- [Exercise brief]
The lines below starting at the line containing "Which roads connect" and ending at the line containing "Turn the roads" are to be repeated exactly, with both ends kept and nothing else added.

- [Material for this exercise]

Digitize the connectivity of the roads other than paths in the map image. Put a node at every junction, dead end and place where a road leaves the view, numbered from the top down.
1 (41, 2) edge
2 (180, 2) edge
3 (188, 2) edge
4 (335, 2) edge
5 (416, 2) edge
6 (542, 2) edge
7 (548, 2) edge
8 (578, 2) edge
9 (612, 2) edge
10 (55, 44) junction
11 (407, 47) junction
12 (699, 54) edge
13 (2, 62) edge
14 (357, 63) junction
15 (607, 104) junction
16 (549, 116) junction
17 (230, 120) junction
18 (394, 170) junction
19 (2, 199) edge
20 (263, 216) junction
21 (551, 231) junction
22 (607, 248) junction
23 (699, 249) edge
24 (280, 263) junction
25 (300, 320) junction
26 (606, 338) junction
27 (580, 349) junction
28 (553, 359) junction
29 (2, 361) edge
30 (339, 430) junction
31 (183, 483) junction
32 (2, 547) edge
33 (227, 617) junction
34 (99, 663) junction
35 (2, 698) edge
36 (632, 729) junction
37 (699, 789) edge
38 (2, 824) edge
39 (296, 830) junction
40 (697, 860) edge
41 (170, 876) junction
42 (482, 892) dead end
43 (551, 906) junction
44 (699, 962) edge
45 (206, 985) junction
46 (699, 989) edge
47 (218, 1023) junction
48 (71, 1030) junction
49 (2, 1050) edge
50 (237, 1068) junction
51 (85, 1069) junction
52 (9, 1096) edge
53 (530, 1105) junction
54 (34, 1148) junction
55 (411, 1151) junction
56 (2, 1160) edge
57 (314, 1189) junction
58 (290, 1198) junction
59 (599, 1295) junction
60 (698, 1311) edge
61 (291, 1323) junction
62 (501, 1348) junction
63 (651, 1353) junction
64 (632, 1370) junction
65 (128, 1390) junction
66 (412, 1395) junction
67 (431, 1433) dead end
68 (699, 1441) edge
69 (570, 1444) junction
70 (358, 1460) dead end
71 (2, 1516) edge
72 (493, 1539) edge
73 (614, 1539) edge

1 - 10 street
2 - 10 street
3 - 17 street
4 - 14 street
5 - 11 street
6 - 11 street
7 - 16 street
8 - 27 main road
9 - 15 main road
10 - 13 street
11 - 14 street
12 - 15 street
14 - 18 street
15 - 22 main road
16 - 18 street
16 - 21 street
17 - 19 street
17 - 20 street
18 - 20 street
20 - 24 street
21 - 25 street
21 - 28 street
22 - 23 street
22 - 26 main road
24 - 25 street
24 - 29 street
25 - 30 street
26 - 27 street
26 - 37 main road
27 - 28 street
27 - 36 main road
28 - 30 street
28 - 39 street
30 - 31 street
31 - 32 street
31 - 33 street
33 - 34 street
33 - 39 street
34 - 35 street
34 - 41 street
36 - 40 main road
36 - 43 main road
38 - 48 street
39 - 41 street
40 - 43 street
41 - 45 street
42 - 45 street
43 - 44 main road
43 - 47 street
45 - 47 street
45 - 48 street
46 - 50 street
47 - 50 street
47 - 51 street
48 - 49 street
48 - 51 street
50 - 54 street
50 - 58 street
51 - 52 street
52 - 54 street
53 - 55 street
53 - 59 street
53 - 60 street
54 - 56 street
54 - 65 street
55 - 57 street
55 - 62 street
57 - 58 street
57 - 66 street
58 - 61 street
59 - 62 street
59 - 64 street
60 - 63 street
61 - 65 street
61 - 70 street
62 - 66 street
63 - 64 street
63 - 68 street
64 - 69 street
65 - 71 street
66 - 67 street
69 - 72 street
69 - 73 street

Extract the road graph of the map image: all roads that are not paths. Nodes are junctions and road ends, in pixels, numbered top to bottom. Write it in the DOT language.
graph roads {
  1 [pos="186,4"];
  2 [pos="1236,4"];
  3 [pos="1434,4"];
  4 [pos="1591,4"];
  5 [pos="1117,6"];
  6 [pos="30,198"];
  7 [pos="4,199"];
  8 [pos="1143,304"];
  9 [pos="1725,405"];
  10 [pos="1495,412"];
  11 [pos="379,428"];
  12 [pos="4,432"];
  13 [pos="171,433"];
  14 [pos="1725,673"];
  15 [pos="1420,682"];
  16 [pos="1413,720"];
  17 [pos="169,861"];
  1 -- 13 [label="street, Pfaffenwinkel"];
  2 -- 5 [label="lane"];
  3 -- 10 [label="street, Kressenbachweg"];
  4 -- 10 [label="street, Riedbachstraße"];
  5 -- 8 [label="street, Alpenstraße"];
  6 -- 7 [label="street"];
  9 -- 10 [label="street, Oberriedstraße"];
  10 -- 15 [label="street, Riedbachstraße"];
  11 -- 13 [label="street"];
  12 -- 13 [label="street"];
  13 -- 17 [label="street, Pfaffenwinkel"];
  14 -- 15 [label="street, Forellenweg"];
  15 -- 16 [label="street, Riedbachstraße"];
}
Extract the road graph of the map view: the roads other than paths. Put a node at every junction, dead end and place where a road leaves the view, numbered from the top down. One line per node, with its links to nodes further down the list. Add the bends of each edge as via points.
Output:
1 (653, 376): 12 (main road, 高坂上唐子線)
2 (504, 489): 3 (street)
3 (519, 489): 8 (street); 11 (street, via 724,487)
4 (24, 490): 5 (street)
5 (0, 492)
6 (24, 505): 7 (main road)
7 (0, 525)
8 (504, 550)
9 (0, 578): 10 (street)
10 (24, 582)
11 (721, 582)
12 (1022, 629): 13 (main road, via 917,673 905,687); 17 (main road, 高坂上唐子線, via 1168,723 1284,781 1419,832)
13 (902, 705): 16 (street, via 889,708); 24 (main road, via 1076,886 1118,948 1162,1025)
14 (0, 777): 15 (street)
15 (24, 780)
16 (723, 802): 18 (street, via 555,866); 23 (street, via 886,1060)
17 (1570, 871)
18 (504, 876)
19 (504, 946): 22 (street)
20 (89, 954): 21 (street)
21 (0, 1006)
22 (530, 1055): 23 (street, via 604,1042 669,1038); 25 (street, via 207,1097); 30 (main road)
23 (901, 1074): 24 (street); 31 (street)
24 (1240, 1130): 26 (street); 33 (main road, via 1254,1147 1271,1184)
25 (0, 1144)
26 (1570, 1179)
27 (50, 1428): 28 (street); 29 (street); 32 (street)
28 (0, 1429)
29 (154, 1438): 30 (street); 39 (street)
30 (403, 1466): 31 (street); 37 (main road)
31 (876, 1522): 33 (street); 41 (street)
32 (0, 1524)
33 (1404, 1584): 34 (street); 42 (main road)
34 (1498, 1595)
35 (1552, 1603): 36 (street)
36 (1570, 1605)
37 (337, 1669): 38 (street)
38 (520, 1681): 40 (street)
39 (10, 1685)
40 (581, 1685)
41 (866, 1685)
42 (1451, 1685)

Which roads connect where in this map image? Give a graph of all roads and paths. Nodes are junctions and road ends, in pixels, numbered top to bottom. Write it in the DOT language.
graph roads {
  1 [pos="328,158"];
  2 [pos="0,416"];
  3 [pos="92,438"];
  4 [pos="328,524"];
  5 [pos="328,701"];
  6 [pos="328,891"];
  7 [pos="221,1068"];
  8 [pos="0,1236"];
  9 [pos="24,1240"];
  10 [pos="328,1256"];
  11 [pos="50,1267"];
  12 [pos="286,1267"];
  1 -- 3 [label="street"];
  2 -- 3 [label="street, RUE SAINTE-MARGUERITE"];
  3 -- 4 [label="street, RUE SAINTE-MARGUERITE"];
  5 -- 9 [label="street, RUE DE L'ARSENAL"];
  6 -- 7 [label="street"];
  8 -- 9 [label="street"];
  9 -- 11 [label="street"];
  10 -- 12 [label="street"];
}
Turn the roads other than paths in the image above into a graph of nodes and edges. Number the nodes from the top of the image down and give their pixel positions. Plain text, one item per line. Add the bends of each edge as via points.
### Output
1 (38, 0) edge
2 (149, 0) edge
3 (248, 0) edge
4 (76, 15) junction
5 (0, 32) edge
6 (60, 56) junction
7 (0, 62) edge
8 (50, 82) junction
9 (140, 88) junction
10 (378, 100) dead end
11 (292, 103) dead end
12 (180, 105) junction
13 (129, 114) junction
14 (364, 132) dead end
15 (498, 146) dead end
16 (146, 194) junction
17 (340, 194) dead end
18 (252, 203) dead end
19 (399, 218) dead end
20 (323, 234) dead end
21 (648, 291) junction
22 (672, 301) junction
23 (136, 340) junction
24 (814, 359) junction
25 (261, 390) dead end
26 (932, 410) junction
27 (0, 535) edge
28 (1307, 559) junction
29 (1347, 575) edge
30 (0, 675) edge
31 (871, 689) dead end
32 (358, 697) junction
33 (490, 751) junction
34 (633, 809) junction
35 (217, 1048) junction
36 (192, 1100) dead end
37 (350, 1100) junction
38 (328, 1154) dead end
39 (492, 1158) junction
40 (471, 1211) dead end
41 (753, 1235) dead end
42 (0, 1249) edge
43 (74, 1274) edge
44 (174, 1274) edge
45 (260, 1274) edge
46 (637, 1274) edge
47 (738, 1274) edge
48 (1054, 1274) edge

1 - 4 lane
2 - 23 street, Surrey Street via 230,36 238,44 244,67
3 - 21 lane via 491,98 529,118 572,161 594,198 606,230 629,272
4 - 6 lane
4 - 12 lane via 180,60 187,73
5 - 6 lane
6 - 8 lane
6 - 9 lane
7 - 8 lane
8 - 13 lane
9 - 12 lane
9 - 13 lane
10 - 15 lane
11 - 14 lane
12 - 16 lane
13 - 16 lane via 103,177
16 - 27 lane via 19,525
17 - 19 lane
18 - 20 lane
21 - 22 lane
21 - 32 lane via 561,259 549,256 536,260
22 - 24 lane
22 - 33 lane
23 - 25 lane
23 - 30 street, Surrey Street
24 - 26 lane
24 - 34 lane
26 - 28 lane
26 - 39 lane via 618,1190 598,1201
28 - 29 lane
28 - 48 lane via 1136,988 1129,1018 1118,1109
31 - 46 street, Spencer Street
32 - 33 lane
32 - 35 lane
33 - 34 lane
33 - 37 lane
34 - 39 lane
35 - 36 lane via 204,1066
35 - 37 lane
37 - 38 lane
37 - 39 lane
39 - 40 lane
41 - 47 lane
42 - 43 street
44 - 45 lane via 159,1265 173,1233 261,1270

- [Solution for this task]
Which roads connect where in this map image? Give a graph of all roads and paths. Nodes are junctions and road ends, in pixels, numbered top to bottom. Write it in the DOT language.
graph roads {
  1 [pos="328,158"];
  2 [pos="0,416"];
  3 [pos="92,438"];
  4 [pos="328,524"];
  5 [pos="328,701"];
  6 [pos="328,891"];
  7 [pos="221,1068"];
  8 [pos="0,1236"];
  9 [pos="24,1240"];
  10 [pos="328,1256"];
  11 [pos="50,1267"];
  12 [pos="286,1267"];
  1 -- 3 [label="street"];
  2 -- 3 [label="street, RUE SAINTE-MARGUERITE"];
  3 -- 4 [label="street, RUE SAINTE-MARGUERITE"];
  5 -- 9 [label="street, RUE DE L'ARSENAL"];
  6 -- 7 [label="street"];
  8 -- 9 [label="street"];
  9 -- 11 [label="street"];
  10 -- 12 [label="street"];
}
Turn the roads other than paths in the image above into a graph of nodes and edges. Number the nodes from the top of the image down and give their pixel positions. Plain text, one item per line. Add the bends of each edge as via points.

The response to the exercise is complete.